Electronic Thesis and Dissertation Repository


Doctor of Philosophy




Robert Knight Barney


To become firmly established, the Pan-American Games depended on the efforts of particular individuals. With Avery Brundage's attention to the Pan-American Games as the center of this analysis, this study documented the main events leading up to the inauguration of the Pan-American Games as well as their development and significance to Latin American countries in the mid-twentieth century. The research material was mainly drawn from primary sources, most importantly, those found in the Avery Brundage Collection at Western University. The study demonstrated that Brundage saw in the Pan-American Games not only a challenge, but an opportunity to promote the Modern Olympic Movement’s rules and ideals throughout Latin America.

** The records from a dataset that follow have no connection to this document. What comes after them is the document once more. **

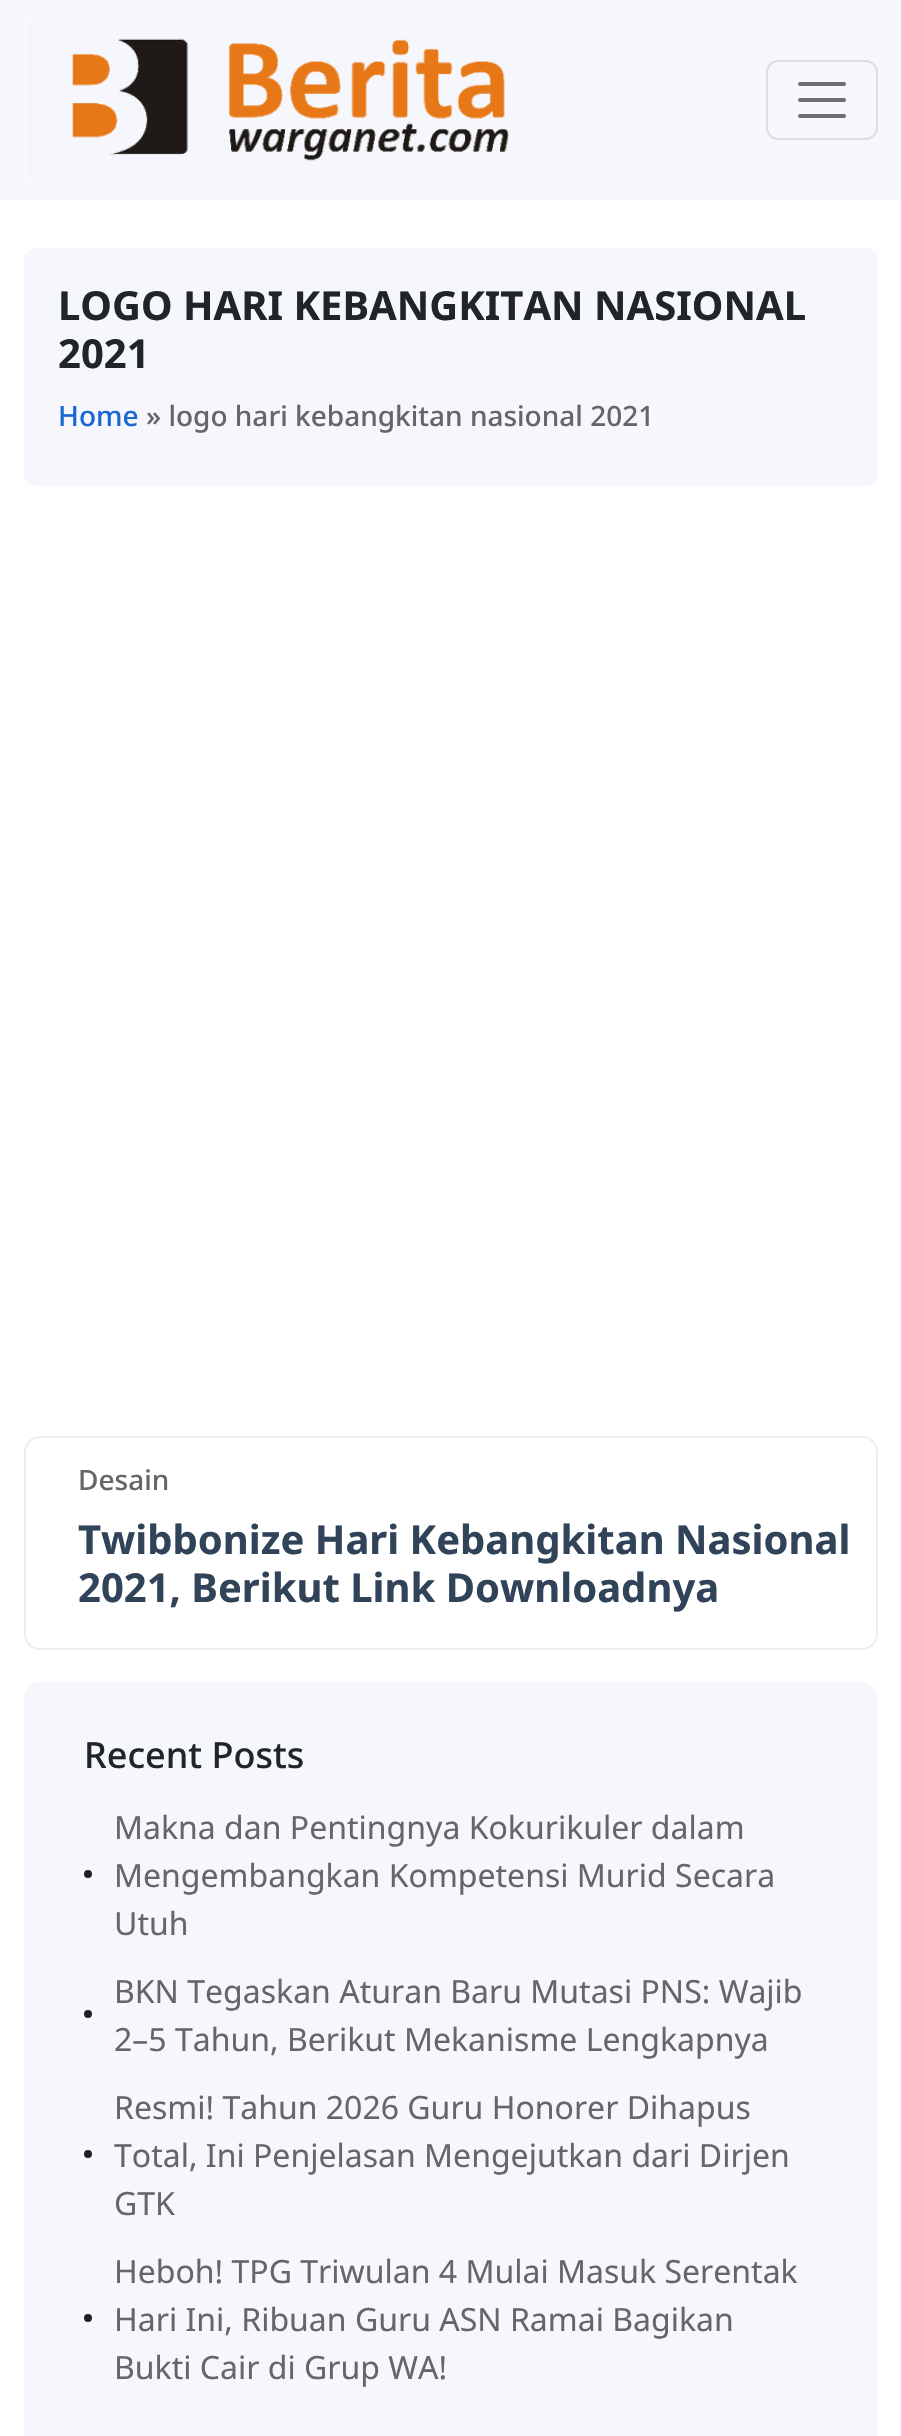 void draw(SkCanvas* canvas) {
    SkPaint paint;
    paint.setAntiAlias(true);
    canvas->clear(0xFFFFFFFF);
    paint.setColor(0xFFF5F7FC);
    canvas->drawRect(SkRect::MakeXYWH(0, 0, 901, 200), paint);
    canvas->drawImageRect(SkImages::DeferredFromEncodedData(SkData::MakeFromFileName("img1.png")), SkRect::MakeXYWH(24, 16, 530, 168), SkSamplingOptions());
    paint.setStyle(SkPaint::kStroke_Style);
    paint.setStrokeWidth(2);
    paint.setColor(0xFFDDDEE3);
    canvas->drawRoundRect(SkRect::MakeXYWH(767, 61, 110, 78), 11, 11, paint);
    paint.setStrokeWidth(4);
    paint.setStrokeCap(SkPaint::kRound_Cap);
    paint.setColor(0xFF6E6F71);
    canvas->drawPath(SkPathBuilder().moveTo(800, 84).lineTo(844, 84).moveTo(800, 100).lineTo(844, 100).moveTo(800, 116).lineTo(844, 116).detach(), paint);
    paint.setStyle(SkPaint::kFill_Style);
    paint.setColor(0xFFF5F7FC);
    canvas->drawRoundRect(SkRect::MakeXYWH(24, 248, 854, 238), 12, 12, paint);
    SkFont font1(fontMgr->matchFamilyStyle("Noto Sans", SkFontStyle::Bold()), 40);
    font1.setSubpixel(true);
    paint.setColor(0xFF212529);
    canvas->drawString("LOGO HARI KEBANGKITAN NASIONAL", 58, 320, font1, paint);
    canvas->drawString("2021", 58, 368, font1, paint);
    SkFont font2(fontMgr->matchFamilyStyle("Noto Sans", SkFontStyle(500, SkFontStyle::kNormal_Width, SkFontStyle::kUpright_Slant)), 28);
    font2.setSubpixel(true);
    paint.setColor(0xFF1967D2);
    canvas->drawString("Home", 58, 426, font2, paint);
    paint.setColor(0xFF666666);
    canvas->drawString("» logo hari kebangkitan nasional 2021", 146, 426, font2, paint);
    paint.setStyle(SkPaint::kStroke_Style);
    paint.setStrokeWidth(2);
    paint.setStrokeCap(SkPaint::kButt_Cap);
    paint.setColor(0xFFECEDF2);
    canvas->drawRoundRect(SkRect::MakeXYWH(25, 1437, 852, 212), 15, 15, paint);
    paint.setStyle(SkPaint::kFill_Style);
    paint.setColor(0xFF666666);
    canvas->drawString("Desain", 78, 1490, font2, paint);
    paint.setColor(0xFF304358);
    canvas->drawString("Twibbonize Hari Kebangkitan Nasional", 78, 1554, font1, paint);
    canvas->drawString("2021, Berikut Link Downloadnya", 78, 1602, font1, paint);
    paint.setColor(0xFFF5F7FC);
    canvas->drawRoundRect(SkRect::MakeXYWH(24, 1682, 854, 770), 16, 16, paint);
    SkFont font3(fontMgr->matchFamilyStyle("Noto Sans", SkFontStyle(500, SkFontStyle::kNormal_Width, SkFontStyle::kUpright_Slant)), 36);
    font3.setSubpixel(true);
    paint.setColor(0xFF212529);
    canvas->drawString("Recent Posts", 84, 1768, font3, paint);
    SkFont font4(fontMgr->matchFamilyStyle("Noto Sans", SkFontStyle::Normal()), 32);
    font4.setSubpixel(true);
    paint.setColor(0xFF666666);
    canvas->drawString("Makna dan Pentingnya Kokurikuler dalam", 114, 1839, font4, paint);
    paint.setColor(0xFF202124);
    canvas->drawCircle(88, 1874, 4, paint);
    paint.setColor(0xFF666666);
    canvas->drawString("Mengembangkan Kompetensi Murid Secara", 114, 1887, font4, paint);
    canvas->drawString("Utuh", 114, 1935, font4, paint);
    canvas->drawString("BKN Tegaskan Aturan Baru Mutasi PNS: Wajib", 114, 2003, font4, paint);
    paint.setColor(0xFF202124);
    canvas->drawCircle(88, 2014, 4, paint);
    paint.setColor(0xFF666666);
    canvas->drawString("2–5 Tahun, Berikut Mekanisme Lengkapnya", 114, 2051, font4, paint);
    canvas->drawString("Resmi! Tahun 2026 Guru Honorer Dihapus", 114, 2119, font4, paint);
    paint.setColor(0xFF202124);
    canvas->drawCircle(88, 2154, 4, paint);
    paint.setColor(0xFF666666);
    canvas->drawString("Total, Ini Penjelasan Mengejutkan dari Dirjen", 114, 2167, font4, paint);
    canvas->drawString("GTK", 114, 2215, font4, paint);
    canvas->drawString("Heboh! TPG Triwulan 4 Mulai Masuk Serentak", 114, 2283, font4, paint);
    paint.setColor(0xFF202124);
    canvas->drawCircle(88, 2318, 4, paint);
    paint.setColor(0xFF666666);
    canvas->drawString("Hari Ini, Ribuan Guru ASN Ramai Bagikan", 114, 2331, font4, paint);
    canvas->drawString("Bukti Cair di Grup WA!", 114, 2379, font4, paint);
} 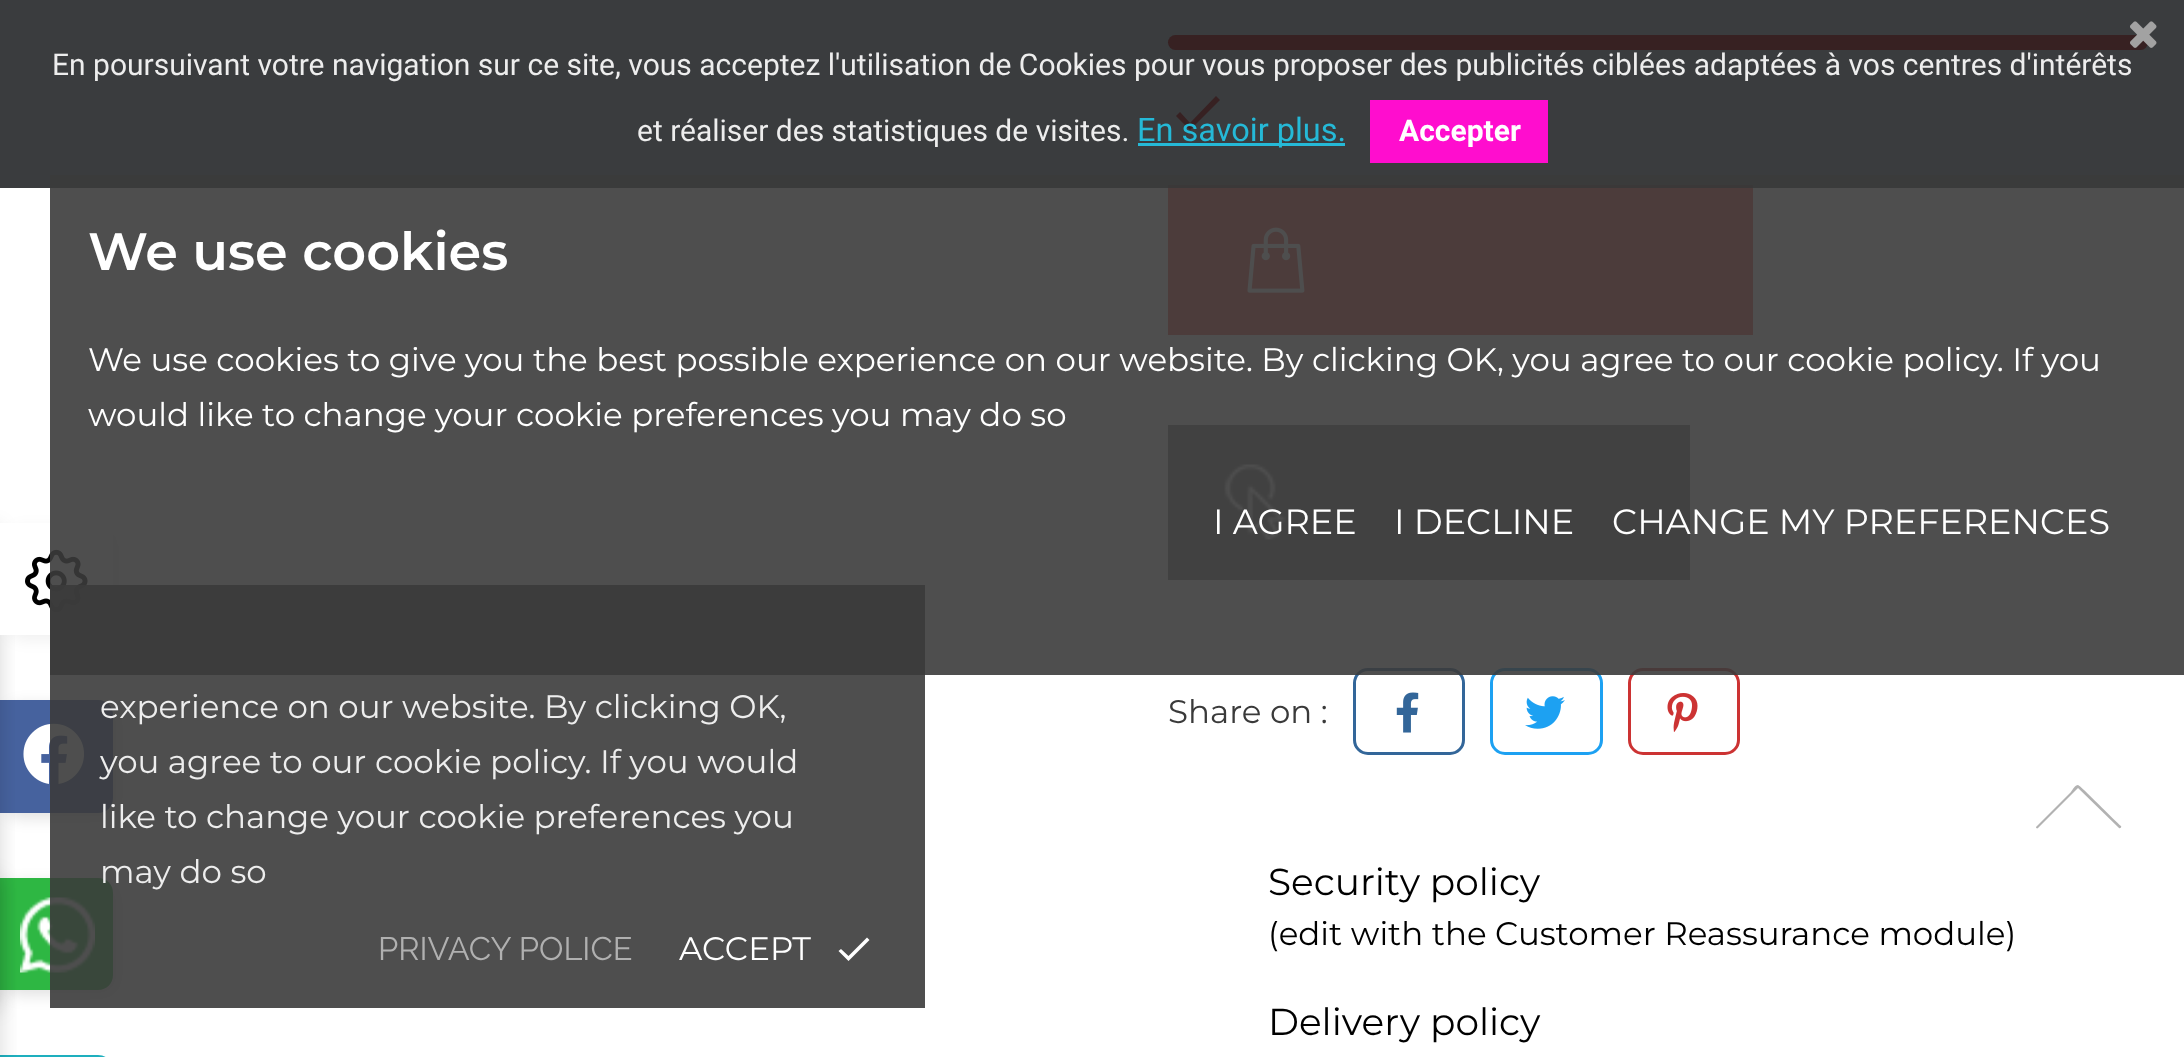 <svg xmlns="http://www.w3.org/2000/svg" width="2184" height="1057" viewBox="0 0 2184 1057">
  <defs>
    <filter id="blur1" x="-50%" y="-200%" width="200%" height="500%"><feGaussianBlur stdDeviation="7.5"/></filter>
    <filter id="blur2" x="-50%" y="-200%" width="200%" height="500%"><feGaussianBlur stdDeviation="10"/></filter>
    <filter id="blur3" x="-50%" y="-200%" width="200%" height="500%"><feGaussianBlur stdDeviation="11"/></filter>
  </defs>
  <rect width="100%" height="100%" fill="#ffffff"/>
  <rect x="0" y="0" width="2184" height="188" fill="#3a3c3e"/>
  <rect x="1168" y="35" width="980" height="15" rx="7.5" fill="#372122"/>
  <image x="2130" y="21" width="27" height="27" href="img1.png"/>
  <text x="52" y="75" font-family="Roboto" font-size="30" fill="#ededed">En poursuivant votre navigation sur ce site, vous acceptez l'utilisation de Cookies pour vous proposer des publicités ciblées adaptées à vos centres d'intérêts</text>
  <text x="637" y="141" font-family="Roboto" font-size="30" fill="#ededed">et réaliser des statistiques de visites.</text>
  <rect x="1138" y="143" width="207" height="3" fill="#25b9d7"/>
  <path d="M1190 123L1216 96L1220 100L1190 130L1176 116L1180 112Z" fill="#372122"/>
  <text x="1137" y="141" font-family="Roboto" font-size="32.5" fill="#25b9d7">En savoir plus.</text>
  <rect x="1370" y="100" width="178" height="63" fill="#ff0dce"/>
  <text x="1399" y="141" font-family="Roboto" font-size="30" font-weight="bold" fill="#ffffff">Accepter</text>
  <rect x="8" y="528" width="112" height="112" rx="15" fill="#000000" fill-opacity="0.06" filter="url(#blur1)"/>
  <rect x="5" y="705" width="113" height="113" rx="15" fill="#000000" fill-opacity="0.12" filter="url(#blur1)"/>
  <path d="M0 700H98C106.5 700 113 706.5 113 715V798C113 806.5 106.5 813 98 813H0Z" fill="#46629e"/>
  <image x="23" y="723" width="61" height="61" href="img3.png"/>
  <rect x="5" y="883" width="113" height="112" rx="15" fill="#000000" fill-opacity="0.12" filter="url(#blur1)"/>
  <path d="M0 878H98C106.5 878 113 884.5 113 893V975C113 983.5 106.5 990 98 990H0Z" fill="#2eb743"/>
  <image x="20" y="897" width="75" height="76" href="img9.png"/>
  <rect x="-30" y="528" width="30" height="480" fill="#000000" fill-opacity="0.16" filter="url(#blur2)"/>
  <path d="M0 523H98C106.5 523 113 529.5 113 538V620C113 628.5 106.5 635 98 635H0Z" fill="#ffffff"/>
  <image x="25" y="549" width="63" height="64" href="img2.png"/>
  <rect x="50" y="585" width="875" height="423" fill="#3b3b3b" fill-opacity="0.9"/>
  <rect x="1168" y="188" width="585" height="147" fill="#ec4c44"/>
  <rect x="1168" y="185" width="585" height="3" fill="#372122"/>
  <image x="1247" y="227" width="58" height="66" href="img4.png"/>
  <rect x="1168" y="425" width="522" height="155" fill="#7d7d7d"/>
  <image x="1224" y="464" width="62" height="76" href="img5.png"/>
  <rect x="1354.5" y="669.5" width="109" height="84" rx="13.5" fill="none" stroke="#336699" stroke-width="3"/>
  <rect x="1491.5" y="669.5" width="110" height="84" rx="13.5" fill="none" stroke="#1da1f2" stroke-width="3"/>
  <rect x="1629.5" y="669.5" width="109" height="84" rx="13.5" fill="none" stroke="#cc3333" stroke-width="3"/>
  <rect x="50" y="175" width="2134" height="500" fill="#3b3b3b" fill-opacity="0.9"/>
  <text x="88" y="270" font-family="Montserrat" font-size="52.5" font-weight="600" fill="#ffffff">We use cookies</text>
  <text x="88" y="371" font-family="Montserrat" font-size="32.5" fill="#ffffff">We use cookies to give you the best possible experience on our website. By clicking OK, you agree to our cookie policy. If you</text>
  <text x="88" y="426" font-family="Montserrat" font-size="32.5" fill="#ffffff">would like to change your cookie preferences you may do so</text>
  <text x="1213" y="534" font-family="Montserrat" font-size="35" fill="#ffffff">I AGREE</text>
  <text x="1394" y="534" font-family="Montserrat" font-size="35" fill="#ffffff">I DECLINE</text>
  <text x="1612" y="534" font-family="Montserrat" font-size="35" fill="#ffffff">CHANGE MY PREFERENCES</text>
  <text x="100" y="718" font-family="Montserrat" font-size="32.5" fill="#ededed">experience on our website. By clicking OK,</text>
  <text x="100" y="773" font-family="Montserrat" font-size="32.5" fill="#ededed">you agree to our cookie policy. If you would</text>
  <text x="100" y="828" font-family="Montserrat" font-size="32.5" fill="#ededed">like to change your cookie preferences you</text>
  <text x="100" y="883" font-family="Montserrat" font-size="32.5" fill="#ededed">may do so</text>
  <text x="378" y="960" font-family="Raleway" font-size="32.5" fill="#b0b0b0">PRIVACY POLICE</text>
  <text x="679" y="960" font-family="Montserrat" font-size="32.5" fill="#ffffff">ACCEPT</text>
  <path d="M848.5 956L867 937.5L869.5 940L848.5 961L838.5 951L841 949Z" fill="#ffffff"/>
  <text x="1168" y="723" font-family="Montserrat" font-size="32.5" fill="#3a3a3a">Share on :</text>
  <image x="1396" y="692" width="23" height="41" href="img6.png"/>
  <image x="1525" y="696" width="40" height="33" href="img7.png"/>
  <image x="1667" y="693" width="31" height="39" href="img8.png"/>
  <text x="1268" y="895" font-family="Montserrat" font-size="37.5" fill="#000000">Security policy</text>
  <text x="1268" y="945" font-family="Montserrat" font-size="32.5" fill="#000000">(edit with the Customer Reassurance module)</text>
  <text x="1268" y="1035" font-family="Montserrat" font-size="37.5" fill="#000000">Delivery policy</text>
  <path d="M0 1055H98C106.5 1055 113 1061.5 113 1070V1057C113 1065.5 106.5 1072 98 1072H0Z" fill="#1eafbe"/>
  <rect x="-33" y="878" width="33" height="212" fill="#000000" fill-opacity="0.15" filter="url(#blur3)"/>
  <path d="M2078 785C2075 785 2073 789 2071 792L2036 827C2036 828 2037 829 2038 828L2078 788L2119 828C2120 829 2122 827 2121 826C2116 822 2080 785 2078 785Z" fill="#b2b2b2"/>
</svg>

A crucial finding from this investigation is how Brundage articulated the foundation of the Pan-American Games by clouding his actions and attitudes from imperialist connotations. He skillfully managed to build a trustful and solid networking with Latin American sport leaders, agreeing with the idea of creating a new and autonomous institution, the Pan-American Sports Organization (PASO). However, gradually, Brundage put forward the interests of the IOC, or to be more accurate, his view of sports, the Olympic Movement, and its purposes. In sum, two arguments related to the purpose and function of the Pan-American Games in its formative years stood out from data analysis: the diplomatic role of the Games towards enhancing Inter-American relationships; and the idealistic view later implicated in the event aimed at fostering the ‘high ideals’ of the Modern Olympic Movement.